Vu la procédure suivante :
Par une requête, enregistrée le 17 mai 2022, et des mémoires, enregistrés le 20 avril, le 30 mai et le 29 septembre 2023, la société par actions simplifiée (SAS) Eolis les Mûriers, représentée par Me Hélène Gelas, demande à la cour :
1°) d'annuler l'arrêté du 30 mars 2022 par lequel le préfet du Pas-de-Calais a refusé de lui délivrer l'autorisation environnementale de créer et d'exploiter un parc de six éoliennes et deux postes de livraison sur le territoire des communes de Dury, Etaing et Recourt ;
2°) de délivrer l'autorisation environnementale sollicitée et, le cas échéant, d'enjoindre au préfet du Pas-de-Calais de prendre les prescriptions nécessaires à l'exploitation du projet ;
3°) à titre subsidiaire, d'enjoindre au préfet du Pas-de-Calais de lui délivrer l'autorisation environnementale sollicitée ou, à tout le moins, de reprendre l'instruction de cette demande ;
4°) de mettre à la charge de l'Etat le versement d'une somme de 2 000 euros sur le fondement de l'article L. 761-1 du code de justice administrative.
Elle soutient que :
- le mémoire en intervention de l'association ASPECT Val de Sensée et autres n'est pas recevable ;
- l'arrêté attaqué est entaché d'incompétence négative ;
- le projet ne porte pas atteinte aux intérêts protégés au titre de l'article L. 511-1 du code de l'environnement.

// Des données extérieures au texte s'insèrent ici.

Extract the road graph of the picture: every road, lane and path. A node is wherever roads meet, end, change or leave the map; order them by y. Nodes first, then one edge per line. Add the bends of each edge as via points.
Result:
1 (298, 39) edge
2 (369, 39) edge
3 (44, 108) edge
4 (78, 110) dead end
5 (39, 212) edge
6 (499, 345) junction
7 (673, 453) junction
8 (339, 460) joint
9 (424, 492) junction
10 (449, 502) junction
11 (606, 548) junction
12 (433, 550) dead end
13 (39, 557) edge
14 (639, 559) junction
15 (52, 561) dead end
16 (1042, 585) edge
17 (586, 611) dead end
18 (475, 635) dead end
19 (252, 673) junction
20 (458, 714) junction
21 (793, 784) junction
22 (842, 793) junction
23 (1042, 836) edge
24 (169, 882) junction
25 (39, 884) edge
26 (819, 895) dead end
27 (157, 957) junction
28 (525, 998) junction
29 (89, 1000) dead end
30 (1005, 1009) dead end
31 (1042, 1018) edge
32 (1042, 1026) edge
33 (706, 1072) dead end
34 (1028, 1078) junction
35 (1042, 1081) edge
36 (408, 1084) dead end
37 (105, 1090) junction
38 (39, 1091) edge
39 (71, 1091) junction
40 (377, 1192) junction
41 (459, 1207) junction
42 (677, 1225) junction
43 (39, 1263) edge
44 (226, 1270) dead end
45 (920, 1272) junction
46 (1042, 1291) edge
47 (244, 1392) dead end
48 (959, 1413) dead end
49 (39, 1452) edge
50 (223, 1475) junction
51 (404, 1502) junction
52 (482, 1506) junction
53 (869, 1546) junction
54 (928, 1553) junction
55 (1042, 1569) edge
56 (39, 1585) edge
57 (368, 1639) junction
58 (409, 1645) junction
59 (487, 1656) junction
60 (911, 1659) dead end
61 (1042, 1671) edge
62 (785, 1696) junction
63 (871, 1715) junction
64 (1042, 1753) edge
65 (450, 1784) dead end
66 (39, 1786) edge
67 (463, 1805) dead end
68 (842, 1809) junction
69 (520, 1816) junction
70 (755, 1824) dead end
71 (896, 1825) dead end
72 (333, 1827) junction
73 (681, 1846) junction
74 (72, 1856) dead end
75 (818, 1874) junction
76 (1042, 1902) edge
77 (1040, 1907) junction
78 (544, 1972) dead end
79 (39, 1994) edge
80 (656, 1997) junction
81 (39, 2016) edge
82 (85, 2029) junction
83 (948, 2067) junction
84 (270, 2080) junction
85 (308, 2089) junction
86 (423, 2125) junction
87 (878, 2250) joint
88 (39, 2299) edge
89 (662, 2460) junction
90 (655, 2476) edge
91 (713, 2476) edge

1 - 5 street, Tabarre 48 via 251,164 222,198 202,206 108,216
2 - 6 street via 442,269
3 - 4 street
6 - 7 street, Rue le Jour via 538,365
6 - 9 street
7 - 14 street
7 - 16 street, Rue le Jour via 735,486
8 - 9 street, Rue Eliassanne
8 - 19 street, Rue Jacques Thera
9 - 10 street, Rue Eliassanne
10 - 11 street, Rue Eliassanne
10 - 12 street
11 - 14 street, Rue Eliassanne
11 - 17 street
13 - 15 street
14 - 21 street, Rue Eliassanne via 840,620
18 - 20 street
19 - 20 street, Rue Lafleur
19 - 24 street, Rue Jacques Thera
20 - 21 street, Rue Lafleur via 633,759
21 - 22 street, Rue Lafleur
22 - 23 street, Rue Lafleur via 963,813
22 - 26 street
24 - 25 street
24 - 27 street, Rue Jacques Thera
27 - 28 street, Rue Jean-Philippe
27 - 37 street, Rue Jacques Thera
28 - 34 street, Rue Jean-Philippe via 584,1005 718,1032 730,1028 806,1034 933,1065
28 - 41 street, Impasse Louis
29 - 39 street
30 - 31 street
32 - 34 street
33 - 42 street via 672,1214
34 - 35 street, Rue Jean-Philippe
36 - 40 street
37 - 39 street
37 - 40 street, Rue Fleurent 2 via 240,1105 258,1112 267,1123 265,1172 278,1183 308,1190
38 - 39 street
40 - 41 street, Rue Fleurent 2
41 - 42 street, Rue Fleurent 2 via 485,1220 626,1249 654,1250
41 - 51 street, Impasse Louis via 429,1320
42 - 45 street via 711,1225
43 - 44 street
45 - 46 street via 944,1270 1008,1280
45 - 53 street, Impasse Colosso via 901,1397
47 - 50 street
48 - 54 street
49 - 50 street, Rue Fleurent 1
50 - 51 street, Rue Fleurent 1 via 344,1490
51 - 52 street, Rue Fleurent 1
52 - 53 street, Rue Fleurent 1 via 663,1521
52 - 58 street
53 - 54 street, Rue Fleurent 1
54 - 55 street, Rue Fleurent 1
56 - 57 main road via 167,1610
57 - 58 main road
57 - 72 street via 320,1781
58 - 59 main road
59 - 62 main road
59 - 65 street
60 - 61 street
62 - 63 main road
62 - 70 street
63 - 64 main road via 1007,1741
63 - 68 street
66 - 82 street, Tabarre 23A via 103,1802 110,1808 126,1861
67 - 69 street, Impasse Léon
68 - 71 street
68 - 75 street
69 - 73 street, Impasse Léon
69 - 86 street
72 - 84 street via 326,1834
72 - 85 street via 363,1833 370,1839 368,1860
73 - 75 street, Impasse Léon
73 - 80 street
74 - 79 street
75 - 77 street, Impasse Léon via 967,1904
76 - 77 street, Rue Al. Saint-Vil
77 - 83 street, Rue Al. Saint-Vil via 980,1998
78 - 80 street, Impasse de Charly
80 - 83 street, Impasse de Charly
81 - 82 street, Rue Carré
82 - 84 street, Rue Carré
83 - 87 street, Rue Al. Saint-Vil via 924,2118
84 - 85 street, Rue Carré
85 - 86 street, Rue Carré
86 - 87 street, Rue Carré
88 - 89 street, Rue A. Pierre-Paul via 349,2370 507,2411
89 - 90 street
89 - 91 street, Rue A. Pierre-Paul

Par des mémoires en intervention, enregistrés le 1er mars, 4 juillet et 8 septembre 2023, l'association pour la sauvegarde du patrimoine, de l'environnement, du cadre de vie et des territoires en Val de Sensée (ASPECT Val de Sensée), l'association K..., l'association Groupe Ornithologique et Naturaliste - agrément régional Hauts de France (GON), la commune I..., la commune de G..., la commune de A..., la commune de A..., la commune de A..., la commune de J..., Mme B... H..., M. F... C... et Mme E... D..., représentés par Me Philippe Audouin, concluent :
1°) à l'admission de leur intervention volontaire ;
2°) à titre principal, à la confirmation de la légalité de l'arrêté du 30 mars 2022 ;
3°) à titre subsidiaire, à la mise en œuvre d'une substitution de motif ;
4°) au rejet de la requête ;
5°) à la mise à la charge de la SAS Eolis les Mûriers d'une somme de 4 000 euros au titre de l'article L. 761-1 du code de justice administrative.
Ils soutiennent que :
- leur intervention est recevable ;
- les moyens de la requête ne sont pas fondés ;
- la cour ne peut pas délivrer l'autorisation sollicitée eu égard à la violation des articles L. 411-1 et L. 411-2 du code de l'environnement.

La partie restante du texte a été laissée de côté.